Anyway, here are a few of them... I have loads more to post, so I might put up a few more pretty soon.


----------



## Haskanael (Jul 5, 2011)

awesome stuff there the only thing bothering me is the guy in the kilt wielding a catana. WHY A CATANA!!!!!??? xd


----------



## chaoslovechild (Jul 16, 2012)

Awesome, I wish my wife had a sense of humor!!!! You could do a whole themed wedding cake not just a top for it... 

I love it...


----------



## Insanity (Oct 25, 2011)

How about some of the Bride and Groom being the zombies and staying together even after death?


----------



## bitsandkits (Mar 18, 2008)

Haskanael said:


> awesome stuff there the only thing bothering me is the guy in the kilt wielding a catana. WHY A CATANA!!!!!??? xd


thats not a Katana, its a Ninjato.


----------



## Zion (May 31, 2011)

Haskanael said:


> awesome stuff there the only thing bothering me is the guy in the kilt wielding a catana. WHY A CATANA!!!!!??? xd


It's spelt "Katana" not "Catana".


@OP Neat stuff!


----------



## Gret79 (May 11, 2012)

@OP - I wish I'd seen these when I (wife really) was planning my wedding - It would have been a whole new thing she could've said no to... But they are awesome 

@Zion 
Give Haskanael a break :biggrin:
Underneath Haskanael's Avatar it's says location:netherlands. I don't think most of us could spell in dutch


----------



## cain the betrayer (Oct 12, 2009)

But in dutch a Katana is still a Katana trust me I'm Dutch too :3
Awesome stuff trough it would be extremely funny to see them on a actual wedding cake modeled after a zombie infested city.


----------



## Dave T Hobbit (Dec 3, 2009)

Zion said:


> It's spelt "Katana" not "Catana".


It is a transliteration of a kanji or possibly some hiragana, so the hard sound at the front could equally be a "c" or a "k".

Nice cake toppers too.


----------



## odinsgrandson (Jun 9, 2009)

Haskanael said:


> awesome stuff there the only thing bothering me is the guy in the kilt wielding a catana. WHY A CATANA!!!!!??? xd


He might be a Highlander? I mean, even the Spanish Highlanders are pretty Scottish, but prefer to use Japanese swords... I let people choose their own weapons and outfits, and that's what he was wearing at his wedding, and what he wanted to be armed with.

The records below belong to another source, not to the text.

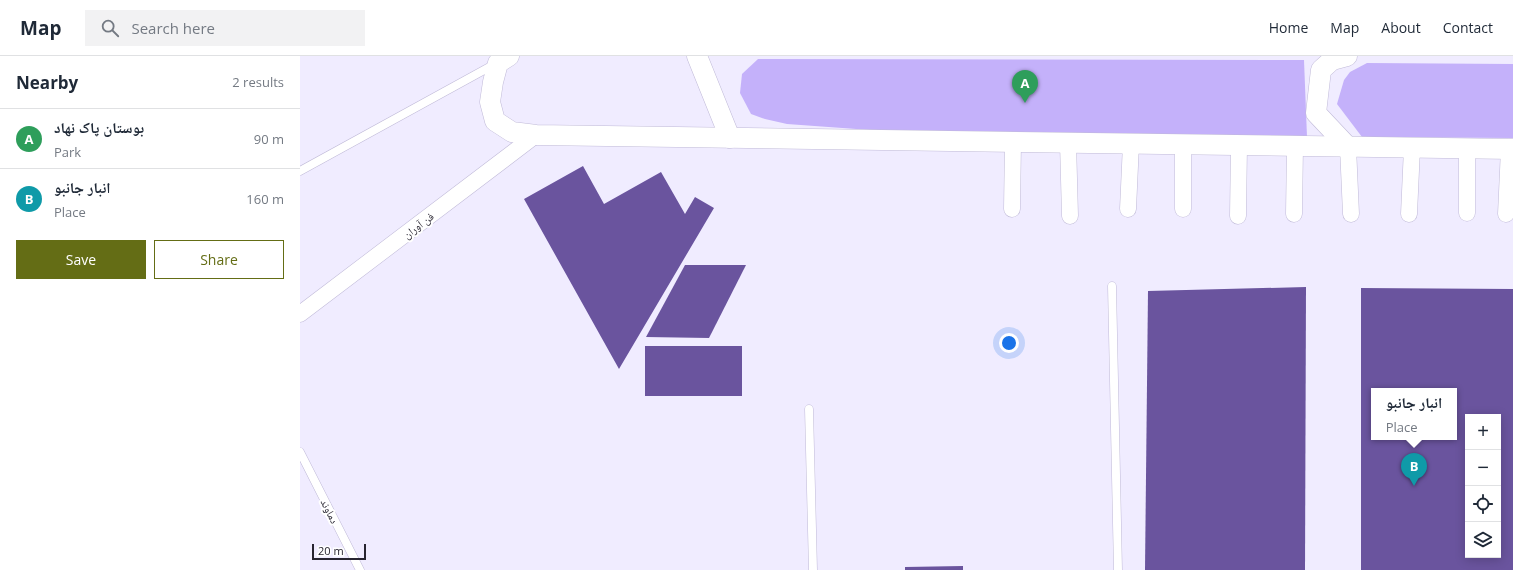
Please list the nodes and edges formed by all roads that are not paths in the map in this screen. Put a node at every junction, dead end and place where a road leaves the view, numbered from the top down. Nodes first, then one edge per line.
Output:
1 (697, 56) edge
2 (1347, 56) edge
3 (500, 58) edge
4 (536, 135) junction
5 (730, 138) junction
6 (1013, 142) junction
7 (1068, 142) junction
8 (1131, 144) junction
9 (1183, 144) junction
10 (1240, 145) junction
11 (1295, 146) junction
12 (1348, 147) junction
13 (1412, 148) junction
14 (1467, 148) junction
15 (1511, 149) edge
16 (300, 171) edge
17 (1012, 209) dead end
18 (1128, 209) dead end
19 (1183, 209) dead end
20 (1467, 213) dead end
21 (1294, 214) dead end
22 (1351, 214) dead end
23 (1409, 214) dead end
24 (1506, 214) dead end
25 (1070, 216) dead end
26 (1238, 216) dead end
27 (1112, 286) dead end
28 (300, 314) edge
29 (809, 409) dead end
30 (300, 452) edge
31 (360, 570) edge
32 (813, 570) edge
33 (1118, 570) edge

1 - 5 street
2 - 12 street
3 - 4 street
3 - 16 lane
4 - 5 street
4 - 28 street, فن آوران
5 - 6 street
6 - 7 street
6 - 17 street
7 - 8 street
7 - 25 street
8 - 9 street
8 - 18 street
9 - 10 street
9 - 19 street
10 - 11 street
10 - 26 street
11 - 12 street
11 - 21 street
12 - 13 street
12 - 22 street
13 - 14 street
13 - 23 street
14 - 15 street
14 - 20 street
15 - 24 street
27 - 33 lane
29 - 32 lane
30 - 31 lane, دماوند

Anyway, I got the idea from a client of mine- he asked me to do a bride and groom for his wedding, and after I posted it, I started getting attention from other couples. It just kind of snowballed from there, and now I've done tones of them.


----------



## Dicrel Seijin (Apr 2, 2011)

Last year, I remember seeing a wedding photo set where the bride and groom fought off a zombie horde. Zombie cake toppers just seem to be a natural extension of this. 

I'm surprised that I don't see some of the other traditional zombie-fighting weaponry--the baseball bat and fire axe to name a couple off the top of my head.

Still, these are awesome and say something about the bride and groom.


----------



## odinsgrandson (Jun 9, 2009)

I'll give you that. It is odd that I haven't done any Crowbars, Fire Axes and such.

I've done lots of Shotguns and Chainsaws though, and those seem like the real core of zombie fighting to me.


----------